Talk: "The Engram Renaissance"
The Tulane Cognitive Studies program is happy to announce the first in our “Cognitive Studies in the Science” talk series, co-hosted with the Tulane Brain Institute! Please join us for an exciting talk in the Philosophy of Neuroscience:
Sarah Robins, Ph.D.
Associate Professor, Philosophy Department, University of Kansas
The Engram Renaissance
Abstract:
The search for the engram—the neural mechanism of memory—has been a guiding research project for neuroscience since its emergence as a distinct scientific field. Owing to a series of discoveries in recent years, made possible by the development of tools like DREADDs and optogenetics, researchers claim we are now in the midst of an “engram renaissance” (Josselyn, Köhler, and Frankland, 2017, p. 4647).

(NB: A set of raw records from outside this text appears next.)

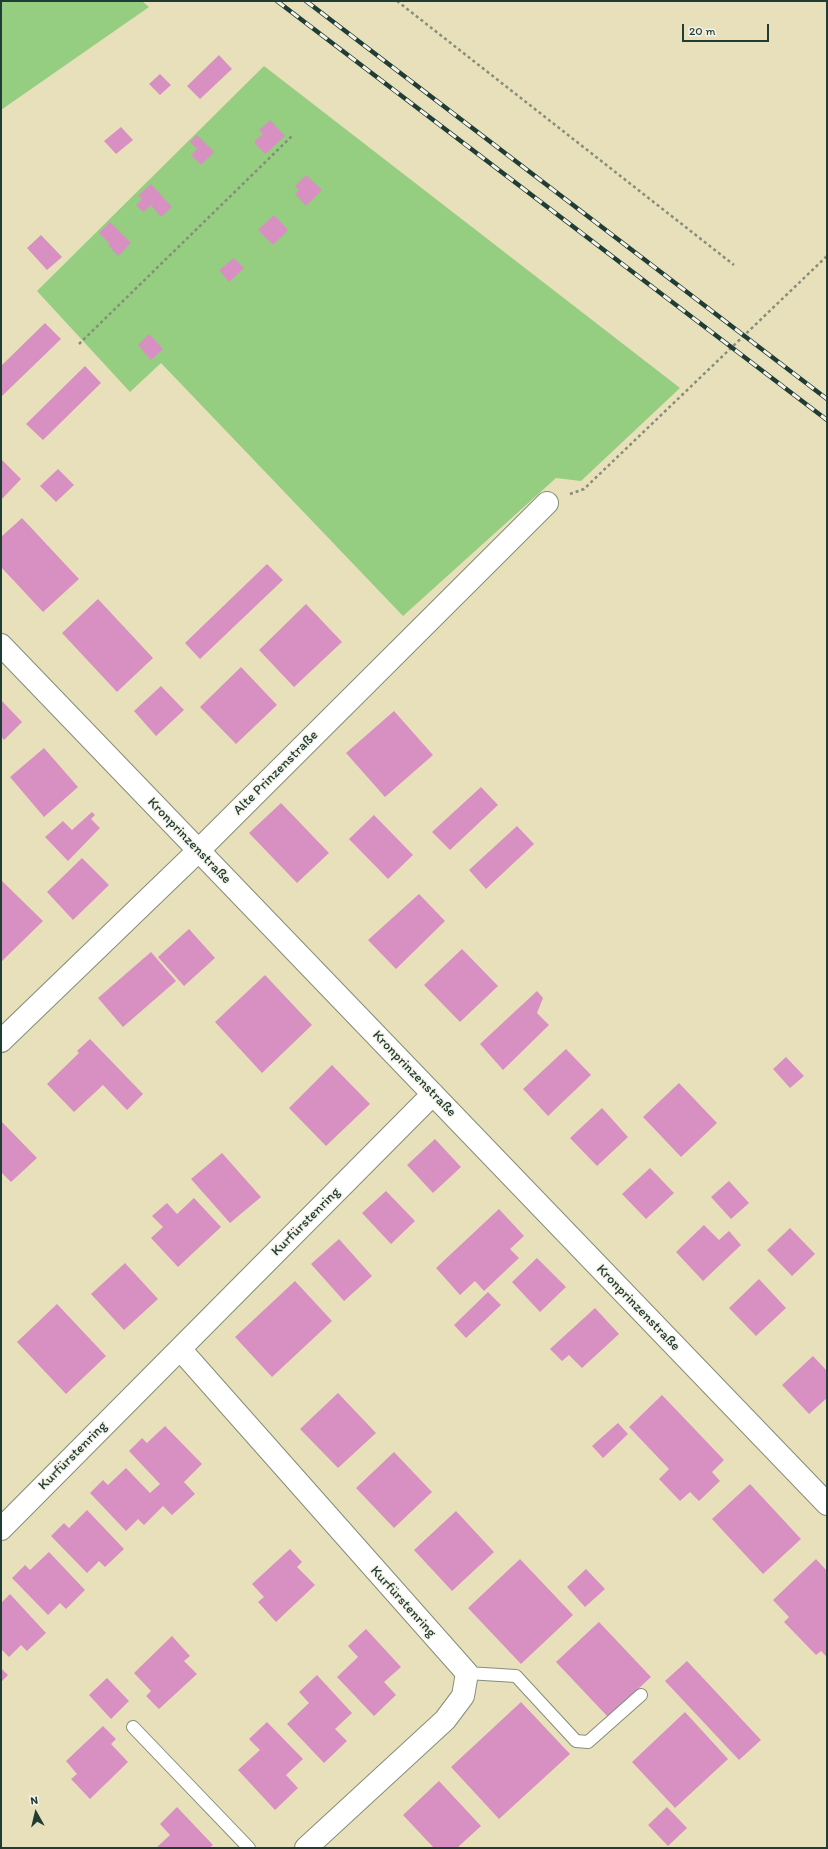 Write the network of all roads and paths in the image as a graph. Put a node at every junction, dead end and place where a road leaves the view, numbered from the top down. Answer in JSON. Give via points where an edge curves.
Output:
{"nodes":[{"id":1,"x":396,"y":1,"type":"edge"},
{"id":2,"x":292,"y":136,"type":"dead end"},
{"id":3,"x":827,"y":256,"type":"edge"},
{"id":4,"x":734,"y":265,"type":"dead end"},
{"id":5,"x":79,"y":344,"type":"dead end"},
{"id":6,"x":547,"y":503,"type":"joint"},
{"id":7,"x":1,"y":645,"type":"edge"},
{"id":8,"x":198,"y":850,"type":"junction"},
{"id":9,"x":1,"y":1041,"type":"edge"},
{"id":10,"x":433,"y":1094,"type":"junction"},
{"id":11,"x":180,"y":1349,"type":"junction"},
{"id":12,"x":827,"y":1504,"type":"edge"},
{"id":13,"x":1,"y":1529,"type":"edge"},
{"id":14,"x":467,"y":1674,"type":"junction"},
{"id":15,"x":640,"y":1695,"type":"dead end"},
{"id":16,"x":132,"y":1727,"type":"dead end"},
{"id":17,"x":249,"y":1848,"type":"edge"},
{"id":18,"x":306,"y":1848,"type":"edge"}],
"edges":[{"from":1,"to":4,"type":"path"},
{"from":2,"to":5,"type":"path"},
{"from":3,"to":6,"type":"path","via":[[584,489]]},
{"from":6,"to":8,"type":"street","name":"Alte Prinzenstraße"},
{"from":7,"to":8,"type":"street","name":"Kronprinzenstraße"},
{"from":8,"to":9,"type":"street","name":"Alte Prinzenstraße"},
{"from":8,"to":10,"type":"street","name":"Kronprinzenstraße"},
{"from":10,"to":11,"type":"street","name":"Kurfürstenring"},
{"from":10,"to":12,"type":"street","name":"Kronprinzenstraße"},
{"from":11,"to":13,"type":"street","name":"Kurfürstenring"},
{"from":11,"to":14,"type":"street","name":"Kurfürstenring"},
{"from":14,"to":15,"type":"lane","via":[[516,1676],[576,1741],[588,1742]]},
{"from":14,"to":18,"type":"street","via":[[463,1696],[445,1720]]},
{"from":16,"to":17,"type":"lane"}]} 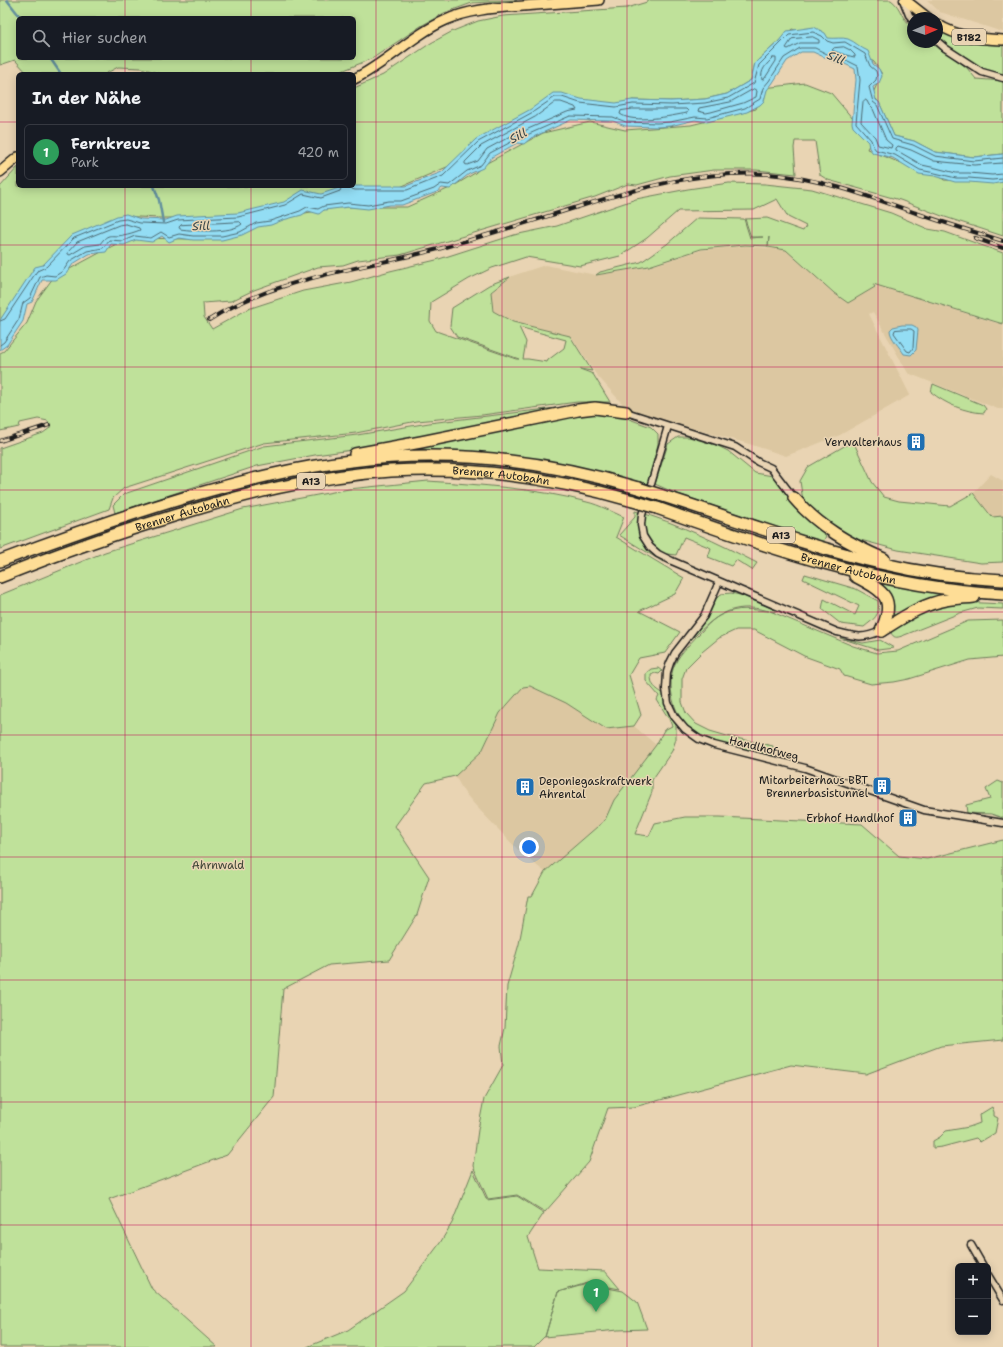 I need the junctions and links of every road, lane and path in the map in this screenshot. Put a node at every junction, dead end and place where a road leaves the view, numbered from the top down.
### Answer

This renaissance includes a range of fascinating discoveries, including: the production of false memory in non-human animals (Ramirez et al. 2013); the ability to change the valence of a memory from positive to negative and vice versa (Redondo et al., 2014); recovery of memory in early-stage Alzheimer’s models (Roy et al. 2016); and the creation and implantation of an artificial engram (Vetere et al. 2019). The results are exciting not only for what they reveal about the basic mechanisms of memory, but for the opportunities they provide to connect with broader areas of memory science. The engram renaissance portrays a field poised to make good on Squire and Kandel’s proclamation that “memory promises to be the first mental faculty to be understandable in a language that makes a bridge from molecules to mind” (Squire & Kandel, 1999: 3).
Neuroscientists engaged in this research are actively looking for theoretical and conceptual sources to build this bridge. There is, however, a paucity of contemporary work on the engram. This concept, so central to our thinking about memory, is largely ignored by philosophers of memory and philosophers of neuroscience. This is true even as both subfields have grown increasingly active in recent years. This talk outlines a proposal to fill this gap, developing a theory of the engram that captures work in contemporary neurobiology and conveys its significance for our theorizing about memory more broadly. By articulating the explanatory role the engram plays in our understanding of memory, and the features the engram must have in order to play this role, I
provide a framework to guide empirical inquiry into the mechanisms of memory. The account of the engram also serves to appropriately situate the neurobiology of memory as a central contributor in the interdisciplinary inquiry into memory as a core cognitive ability.